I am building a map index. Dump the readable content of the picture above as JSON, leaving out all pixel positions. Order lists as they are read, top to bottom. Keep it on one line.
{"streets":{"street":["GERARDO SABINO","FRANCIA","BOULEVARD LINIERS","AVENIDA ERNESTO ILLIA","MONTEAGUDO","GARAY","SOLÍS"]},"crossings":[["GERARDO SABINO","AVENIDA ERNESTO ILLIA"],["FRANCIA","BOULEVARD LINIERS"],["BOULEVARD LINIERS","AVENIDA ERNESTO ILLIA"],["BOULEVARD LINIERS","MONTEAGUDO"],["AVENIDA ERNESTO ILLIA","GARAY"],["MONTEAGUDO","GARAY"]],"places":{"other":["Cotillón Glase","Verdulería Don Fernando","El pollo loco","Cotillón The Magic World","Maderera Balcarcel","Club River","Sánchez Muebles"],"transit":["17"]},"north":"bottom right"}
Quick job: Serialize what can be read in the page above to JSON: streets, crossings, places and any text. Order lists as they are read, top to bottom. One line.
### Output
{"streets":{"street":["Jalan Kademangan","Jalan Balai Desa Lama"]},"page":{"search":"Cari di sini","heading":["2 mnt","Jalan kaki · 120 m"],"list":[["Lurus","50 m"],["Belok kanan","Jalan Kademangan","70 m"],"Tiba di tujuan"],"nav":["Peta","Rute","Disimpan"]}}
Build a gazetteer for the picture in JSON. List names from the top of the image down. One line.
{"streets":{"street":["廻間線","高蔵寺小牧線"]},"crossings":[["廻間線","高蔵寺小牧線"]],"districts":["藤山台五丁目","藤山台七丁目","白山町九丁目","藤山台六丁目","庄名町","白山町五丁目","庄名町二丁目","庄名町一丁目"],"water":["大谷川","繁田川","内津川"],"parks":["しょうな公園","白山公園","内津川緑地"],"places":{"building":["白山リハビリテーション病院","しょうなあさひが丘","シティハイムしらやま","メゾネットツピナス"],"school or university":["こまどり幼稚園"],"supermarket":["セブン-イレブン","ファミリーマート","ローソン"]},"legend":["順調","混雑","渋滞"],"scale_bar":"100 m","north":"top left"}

::::::::

EXERCISE GOAL:
Output the records in full. Keep every character as it is.

EXERCISE SOLUTION:
I am building a map index. Dump the readable content of the picture above as JSON, leaving out all pixel positions. Order lists as they are read, top to bottom. Keep it on one line.
{"streets":{"street":["GERARDO SABINO","FRANCIA","BOULEVARD LINIERS","AVENIDA ERNESTO ILLIA","MONTEAGUDO","GARAY","SOLÍS"]},"crossings":[["GERARDO SABINO","AVENIDA ERNESTO ILLIA"],["FRANCIA","BOULEVARD LINIERS"],["BOULEVARD LINIERS","AVENIDA ERNESTO ILLIA"],["BOULEVARD LINIERS","MONTEAGUDO"],["AVENIDA ERNESTO ILLIA","GARAY"],["MONTEAGUDO","GARAY"]],"places":{"other":["Cotillón Glase","Verdulería Don Fernando","El pollo loco","Cotillón The Magic World","Maderera Balcarcel","Club River","Sánchez Muebles"],"transit":["17"]},"north":"bottom right"}
Quick job: Serialize what can be read in the page above to JSON: streets, crossings, places and any text. Order lists as they are read, top to bottom. One line.
### Output
{"streets":{"street":["Jalan Kademangan","Jalan Balai Desa Lama"]},"page":{"search":"Cari di sini","heading":["2 mnt","Jalan kaki · 120 m"],"list":[["Lurus","50 m"],["Belok kanan","Jalan Kademangan","70 m"],"Tiba di tujuan"],"nav":["Peta","Rute","Disimpan"]}}
Build a gazetteer for the picture in JSON. List names from the top of the image down. One line.
{"streets":{"street":["廻間線","高蔵寺小牧線"]},"crossings":[["廻間線","高蔵寺小牧線"]],"districts":["藤山台五丁目","藤山台七丁目","白山町九丁目","藤山台六丁目","庄名町","白山町五丁目","庄名町二丁目","庄名町一丁目"],"water":["大谷川","繁田川","内津川"],"parks":["しょうな公園","白山公園","内津川緑地"],"places":{"building":["白山リハビリテーション病院","しょうなあさひが丘","シティハイムしらやま","メゾネットツピナス"],"school or university":["こまどり幼稚園"],"supermarket":["セブン-イレブン","ファミリーマート","ローソン"]},"legend":["順調","混雑","渋滞"],"scale_bar":"100 m","north":"top left"}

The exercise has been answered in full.